David Miller was elected in 1994 to Toronto council; again to the council of the new city in 1997; and again in 2000. In the decade between that first appointment and his leadership as Mayor, his commitment to egalitarianism, consensus and transparency of power became well known. With his wife and two children, he lives in the west Toronto riding he represented as councilman.

Toronto is no exception among the biggest cities in its need of a well run public transportation system. Noting that there was a time when the Toronto Transit Commission (TTC) was “considered the best transit system in North America”, David Miller has vowed to “put the TTC back on track”. He will, he says, “be the first Toronto Mayor to sit as a TTC commissioner”, “introduce flexible fare programmes” and, perhaps most crucial, “work with all other governments” to ensure that Toronto “is a signatory to Federal-Municipal Infrastructure Agreements”, and “pursue GST (Goods and Services Tax) exemption for the TTC as a public municipal institution created by the province”.

The new Mayor calls The Ornstein Report on Ethno-Racial Inequality in the City of Toronto “a wake-up call”. “Every year,” he says, “half of Canada’s new immigrants settle in Toronto. The federal government has to recognize Toronto as its partner in serving immigrants. I will negotiate with Citizenship and Immigration Canada to obtain a fair share of resources for Toronto’s settlement services.”

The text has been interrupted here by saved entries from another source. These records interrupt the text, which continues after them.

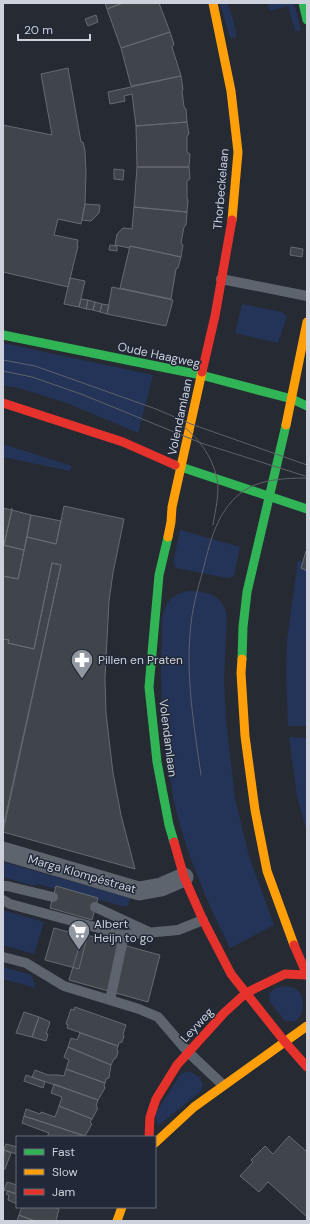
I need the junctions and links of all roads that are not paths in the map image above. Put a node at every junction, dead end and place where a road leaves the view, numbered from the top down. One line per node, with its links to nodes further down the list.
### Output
1 (213, 3): 4 (street, Thorbeckelaan)
2 (303, 3): 3 (street)
3 (307, 20)
4 (221, 279): 5 (lane); 8 (street, Thorbeckelaan)
5 (307, 296)
6 (307, 322): 9 (street)
7 (3, 335): 8 (street, Oude Haagweg)
8 (201, 376): 9 (street, Oude Haagweg); 12 (street, Volendamlaan)
9 (292, 399): 11 (street, Oude Haagweg); 13 (street)
10 (3, 403): 12 (street)
11 (307, 406)
12 (181, 468): 13 (street); 16 (street, Volendamlaan)
13 (268, 497): 14 (street); 25 (street)
14 (307, 509)
15 (3, 852): 16 (street, Marga Klompéstraat)
16 (184, 876): 21 (street, Volendamlaan)
17 (3, 886): 18 (lane)
18 (53, 897)
19 (3, 900): 23 (lane)
20 (95, 907): 22 (lane)
21 (203, 920): 22 (lane); 26 (street, Volendamlaan)
22 (149, 932): 23 (lane)
23 (124, 935): 27 (lane)
24 (3, 957): 27 (lane)
25 (307, 975): 26 (street, Leyweg)
26 (246, 993): 29 (street, Volendamlaan); 30 (street, Leyweg)
27 (110, 1000): 30 (lane)
28 (307, 1026): 29 (street)
29 (285, 1042): 31 (street, Volendamlaan); 32 (street)
30 (188, 1052): 32 (lane); 33 (street, Leyweg)
31 (307, 1067)
32 (222, 1085): 34 (street)
33 (149, 1136)
34 (156, 1142)
35 (122, 1208): 36 (street)
36 (117, 1221)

The close integration of the theme of financial health with that of the health of the physical environment in David Miller’s vision is obvious, and the only people who might logically be thought to have been surprised when he moved quickly in this regard are the ones who lost. “Getting rid of the obstacles to waterfront revitalization, including stopping the island airport expansion” was the second in his list of priorities for fiscal salubrity. (The first was “restoring confidence in city government”. To that end, he is establishing an Office of the Integrity Commissioner.) Further along are “greening Toronto – clean air and water”, and “cleaning up Toronto – from litter to urban design”.

In December, Toronto councillors voted with the new mayor to overturn an earlier decision to permit construction of a bridge connecting Toronto’s island airport (not Pearson International), which is jointly governed by the city, the federal government and the Toronto Port Authority, with the mainland, the intention of which was to allow the number of daily flights to increase to elevenfold. At one point before the election it also became known that one of the airlines planned to start flying currently-prohibited jets should the bridge go ahead. Now that the bridge is history, that airline has filed a $500 million lawsuit against the city, alleging a desire on the mayor’s part to reward their competitor, Air Canada. Needless to say, the outraged Miller, as articulate as he is, ran out of synonyms when asked what he thought about it.

The first lesson in the study of ecosystems is the interdependence of everything, and David Miller’s observation of the effects of that interdependence in the political environment as it affects Toronto’s finances was that “for the past decade, governing Toronto has been a struggle to cope with change imposed by unresponsive and sometimes hostile senior levels of government, and to fulfill unrealistic promises to continue freezing taxes... Toronto must be prepared to play a part in funding its own renewal”. While he acknowledged “some encouraging evidence of a shift at the provincial and federal government levels”, with a new provincial government “with a different attitude towards public services” and “a new Prime Minister who has publicly committed to a new financial deal for Canada’s major cities”, he made those statements before Ontario Premier Dalton McGuinty’s Liberals failed, in the eyes of many, to keep their own recent campaign pledge to halt construction of thousands of new homes along the Oak Ridges Moraine, an ancient feature of overwhelming importance to the wider environment (because it is the source of the water that feeds so many streams and rivers). They succeeded only in reducing slightly the number of houses to be built, saying that the cost of the inevitable legal battles with the beneficiaries of the deals struck by the previous Progressive Conservative provincial government made anything else unfeasible.